Yeah, I'm probably not using the terminology correctly. Engineers speak of electrons and holes, the latter referring to an electron shortage causing a positively charged atom. With that in mind, my statement "the difference in charges allowing for carriers" was trying to look at the difference between two oppositely charged poles in terms of how many electrons would actually move until the poles cancel each other out or one of them becomes neutral.

For instance, just to keep the numbers simple, if pole A has an excess of say 10 electrons, and pole B has an excess of 10 protons (or really a shortage of 10 electrons), then I was wondering if that means there are no charge carriers. Since each pole cancels each other out, I should not see any electron movement.

But, if Pole A has an excess of 20 electrons, while pole B has an excess of 10 protons, then I was thinking I would then see electron movement until Pole B is neutral, or 10 electrons, or 10 charge carriers.

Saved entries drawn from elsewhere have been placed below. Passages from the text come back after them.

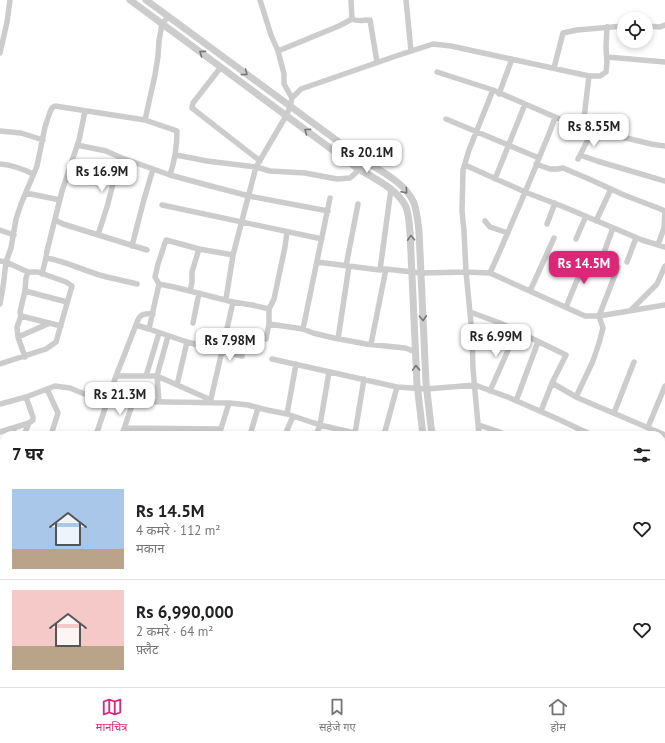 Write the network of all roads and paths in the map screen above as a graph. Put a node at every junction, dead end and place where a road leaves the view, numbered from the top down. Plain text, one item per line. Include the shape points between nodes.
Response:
1 (10, 0) edge
2 (130, 0) edge
3 (146, 0) edge
4 (260, 0) edge
5 (351, 0) edge
6 (406, 0) edge
7 (168, 16) junction
8 (352, 19) junction
9 (162, 24) junction
10 (665, 25) edge
11 (617, 26) edge
12 (653, 26) edge
13 (607, 27) junction
14 (278, 51) junction
15 (411, 51) junction
16 (0, 53) edge
17 (607, 56) junction
18 (512, 59) junction
19 (377, 62) junction
20 (665, 62) edge
21 (221, 67) junction
22 (554, 68) junction
23 (437, 72) dead end
24 (589, 76) junction
25 (493, 90) junction
26 (499, 94) junction
27 (292, 98) junction
28 (525, 104) junction
29 (290, 107) junction
30 (85, 111) junction
31 (286, 116) junction
32 (555, 117) junction
33 (446, 119) dead end
34 (145, 120) junction
35 (583, 126) junction
36 (593, 130) junction
37 (0, 131) edge
38 (477, 132) junction
39 (43, 140) junction
40 (77, 145) junction
41 (508, 145) junction
42 (665, 146) edge
43 (176, 155) junction
44 (122, 158) junction
45 (539, 158) junction
46 (260, 161) junction
47 (0, 164) edge
48 (536, 164) junction
49 (465, 165) junction
50 (256, 167) junction
51 (153, 169) junction
52 (360, 170) junction
53 (34, 174) junction
54 (170, 174) junction
55 (495, 179) junction
56 (665, 181) edge
57 (611, 189) junction
58 (391, 190) junction
59 (525, 192) junction
60 (26, 193) junction
61 (249, 196) junction
62 (330, 198) dead end
63 (60, 200) junction
64 (358, 204) dead end
65 (555, 204) junction
66 (162, 206) dead end
67 (328, 211) junction
68 (665, 211) edge
69 (586, 216) junction
70 (55, 220) junction
71 (596, 220) junction
72 (485, 221) dead end
73 (242, 222) junction
74 (547, 224) dead end
75 (613, 228) junction
76 (0, 230) edge
77 (287, 232) junction
78 (508, 233) junction
79 (14, 235) junction
80 (98, 235) junction
81 (554, 238) dead end
82 (636, 238) junction
83 (322, 239) junction
84 (576, 239) dead end
85 (658, 245) junction
86 (132, 246) junction
87 (665, 248) edge
88 (199, 249) junction
89 (147, 250) dead end
90 (233, 255) junction
91 (587, 256) dead end
92 (46, 258) junction
93 (602, 258) dead end
94 (3, 262) edge
95 (317, 262) junction
96 (627, 262) dead end
97 (347, 266) junction
98 (665, 266) edge
99 (618, 267) dead end
100 (383, 270) junction
101 (28, 272) junction
102 (412, 272) junction
103 (466, 272) junction
104 (421, 273) junction
105 (490, 273) junction
106 (42, 274) junction
107 (137, 284) dead end
108 (159, 284) junction
109 (25, 291) junction
110 (190, 291) junction
111 (530, 291) junction
112 (199, 293) junction
113 (226, 300) junction
114 (67, 302) junction
115 (233, 302) junction
116 (0, 304) edge
117 (665, 305) edge
118 (566, 307) junction
119 (269, 309) junction
120 (631, 311) junction
121 (470, 312) junction
122 (153, 314) junction
123 (21, 316) junction
124 (598, 316) junction
125 (50, 323) junction
126 (193, 323) dead end
127 (269, 324) junction
128 (136, 325) junction
129 (61, 326) junction
130 (149, 329) junction
131 (303, 329) junction
132 (516, 332) junction
133 (159, 333) junction
134 (233, 334) dead end
135 (168, 336) junction
136 (18, 337) junction
137 (266, 339) dead end
138 (338, 339) junction
139 (187, 342) junction
140 (538, 342) junction
141 (371, 344) junction
142 (222, 351) junction
143 (416, 352) junction
144 (242, 356) dead end
145 (24, 357) junction
146 (272, 359) dead end
147 (634, 362) dead end
148 (0, 363) edge
149 (296, 364) junction
150 (329, 372) junction
151 (116, 376) junction
152 (146, 376) junction
153 (157, 376) junction
154 (364, 379) junction
155 (552, 383) junction
156 (177, 385) junction
157 (475, 385) junction
158 (397, 386) junction
159 (47, 389) junction
160 (418, 389) junction
161 (426, 389) junction
162 (664, 390) edge
163 (490, 391) junction
164 (26, 397) junction
165 (576, 397) junction
166 (107, 401) junction
167 (210, 401) junction
168 (516, 401) junction
169 (133, 402) junction
170 (159, 402) junction
171 (229, 403) junction
172 (0, 404) edge
173 (258, 408) junction
174 (541, 411) junction
175 (614, 413) junction
176 (290, 415) junction
177 (29, 423) junction
178 (320, 425) junction
179 (478, 425) junction
180 (648, 427) junction
181 (13, 428) junction
182 (125, 428) junction
183 (3, 431) edge
184 (14, 431) edge
185 (26, 431) edge
186 (52, 431) edge
187 (97, 431) edge
188 (124, 431) edge
189 (156, 431) edge
190 (220, 431) edge
191 (251, 431) edge
192 (286, 431) edge
193 (318, 431) edge
194 (341, 431) edge
195 (356, 431) edge
196 (385, 431) edge
197 (423, 431) edge
198 (431, 431) edge
199 (479, 431) edge
200 (496, 431) edge
201 (583, 431) edge
202 (658, 431) edge

1 - 16 street
2 - 9 street
3 - 7 street
4 - 14 street
5 - 8 street
6 - 15 street
7 - 9 street
7 -> 29 street
8 - 14 street
8 - 19 street via 370,20
21 -> 9 street
9 - 34 street via 156,75
10 - 12 street
11 - 13 street
13 - 17 street
13 - 22 street via 564,33
14 - 27 street via 284,84
15 - 18 street via 433,44
15 - 19 street
17 - 20 street
17 - 24 street via 606,72 600,76
18 - 22 street
18 - 26 street
19 - 27 street via 301,89
21 - 31 street
21 - 46 street via 192,103 192,108
22 - 24 street
23 - 25 street
24 - 35 street
25 - 26 street
25 - 38 street
26 - 28 street
27 - 29 street
28 - 32 street
28 - 41 street
29 - 31 street
29 -> 104 street via 408,193 417,216
30 - 34 street
30 - 39 street via 55,106 52,108
30 - 40 street
31 - 46 street
52 -> 31 street
32 - 35 street
32 - 45 street
33 - 38 street
34 - 43 street via 177,131
35 - 36 street
36 - 42 street
36 - 56 street via 579,157
37 - 39 street via 21,133
38 - 41 street
38 - 49 street
39 - 53 street
40 - 44 street via 106,151
40 - 63 street
41 - 45 street
41 - 55 street
43 - 50 street
43 - 54 street
44 - 51 street
44 - 80 street
45 - 48 street
46 - 50 street
47 - 53 street
48 - 57 street via 550,169 563,168
48 - 59 street
49 - 55 street
49 - 103 street via 462,211
50 - 52 street via 337,179 350,178
50 - 61 street
51 - 54 street
51 - 86 street
52 - 58 street
53 - 60 street
54 - 61 street
55 - 59 street
57 - 68 street
57 - 71 street
58 - 100 street
102 -> 58 street via 409,218 401,199
59 - 65 street
59 - 78 street
60 - 63 street
60 - 79 street via 16,219
61 - 67 street
61 - 73 street
62 - 67 street
63 - 70 street
64 - 97 street
65 - 69 street
65 - 74 street
66 - 73 street
67 - 83 street
68 - 85 street via 664,228
69 - 71 street
69 - 84 street
70 - 80 street
70 - 92 street
71 - 75 street
72 - 78 street via 490,227
73 - 77 street
73 - 90 street
75 - 82 street
75 - 93 street
76 - 79 street
77 - 83 street
77 - 119 street via 274,299
78 - 105 street
79 - 94 street via 11,248
80 - 86 street
81 - 111 street
82 - 85 street
82 - 96 street
83 - 95 street
85 - 87 street
86 - 89 street
88 - 90 street
88 - 108 street via 166,240 155,277
88 - 110 street via 192,272
90 - 113 street
91 - 118 street
92 - 106 street
92 - 107 street
94 - 101 street
94 - 116 street via 4,287
95 - 97 street
95 - 131 street
97 - 100 street
97 - 138 street
98 - 120 street via 657,284
99 - 124 street
100 - 102 street
100 - 141 street
101 - 106 street
101 - 109 street
102 - 104 street
102 - 143 street
103 - 104 street
103 - 105 street
103 - 121 street
104 -> 161 street
105 - 111 street
106 - 114 street via 72,286
108 - 110 street
108 - 122 street
109 - 114 street
109 - 123 street
110 - 112 street
111 - 118 street
112 - 113 street
112 - 126 street
113 - 115 street
114 - 129 street
115 - 119 street
115 - 134 street via 226,333
117 - 120 street
118 - 124 street via 585,316
119 - 127 street
120 - 124 street
121 - 132 street
121 - 157 street
122 - 128 street via 143,314
122 - 130 street
123 - 125 street
123 - 136 street via 17,327
124 - 165 street via 603,328 599,343
125 - 129 street
125 - 136 street
127 - 131 street
127 - 137 street
128 - 130 street
128 - 151 street
129 - 145 street via 56,342 46,349
130 - 133 street
131 - 138 street
132 - 140 street
132 - 163 street
133 - 135 street
133 - 152 street
135 - 139 street
135 - 153 street
136 - 145 street
138 - 141 street
139 - 142 street
139 - 156 street
140 - 155 street via 566,355
140 - 168 street
141 - 143 street via 405,348
142 - 144 street
142 - 167 street
160 -> 143 street
145 - 148 street
146 - 149 street
147 - 175 street
149 - 150 street
149 - 176 street
150 - 154 street
150 - 178 street
151 - 152 street
151 - 166 street
152 - 153 street
153 - 156 street
153 - 170 street
154 - 158 street
154 - 195 street
155 - 165 street
155 - 174 street
156 - 167 street
157 - 161 street
157 - 163 street
157 - 179 street
158 - 160 street
158 - 196 street
159 - 164 street
159 - 166 street via 55,386 70,388
159 - 186 street via 58,413
160 - 161 street
160 - 197 street
161 - 198 street
162 - 180 street
163 - 168 street
164 - 172 street
164 - 177 street via 33,418
165 - 175 street
166 - 169 street
166 - 187 street
167 - 170 street
167 - 171 street
168 - 174 street
169 - 170 street
169 - 182 street
171 - 173 street
171 - 190 street
173 - 176 street
173 - 191 street
174 - 201 street
175 - 180 street
176 - 178 street
176 - 192 street
177 - 181 street
177 - 185 street
178 - 193 street
178 - 194 street
179 - 199 street
179 - 200 street
180 - 202 street
181 - 183 street
181 - 184 street
182 - 188 street
182 - 189 street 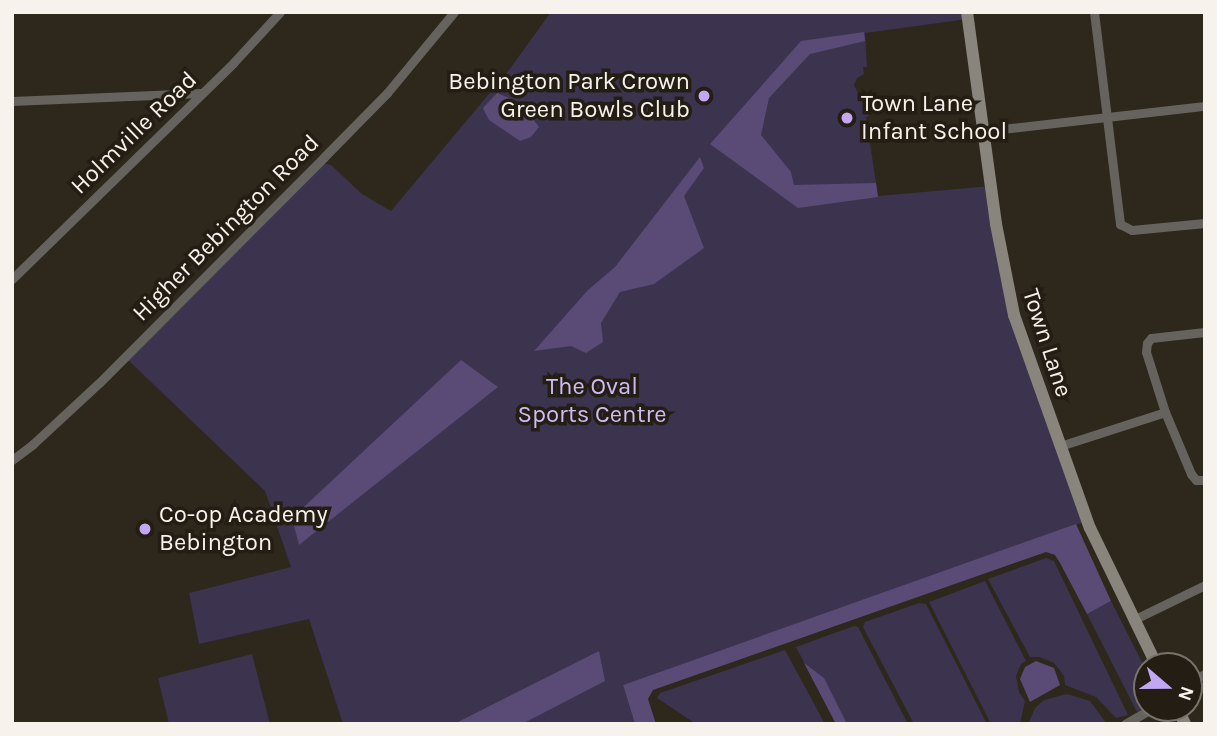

This net "difference in charges" is what I've been envisioning as the source of potential difference. I also see problems with it of course, because if the size of that charge difference between two poles or substances drives the voltage level, then it would seem impossible to have a high voltage, yet very little difference and therefore very little electron movement - it's self contradictory. Apparently that's because this is not how it works, no matter how nice it fits in my head.

Lots of ways. You can do it mechanically by rubbing certain materials together, like a balloon on your head, or shuffling your feet on a carpet on a dry day. You can do it chemically, like in a battery.

Funny, because that's exactly the example that got me all screwed up. I was reading about shuffling your feet on the carpet to generate thousands of volts, yet the book states "although the voltage seems deadly in terms of numbers (thousands), there are not that many coulombs of charge that can accumulate on an object the size of your body."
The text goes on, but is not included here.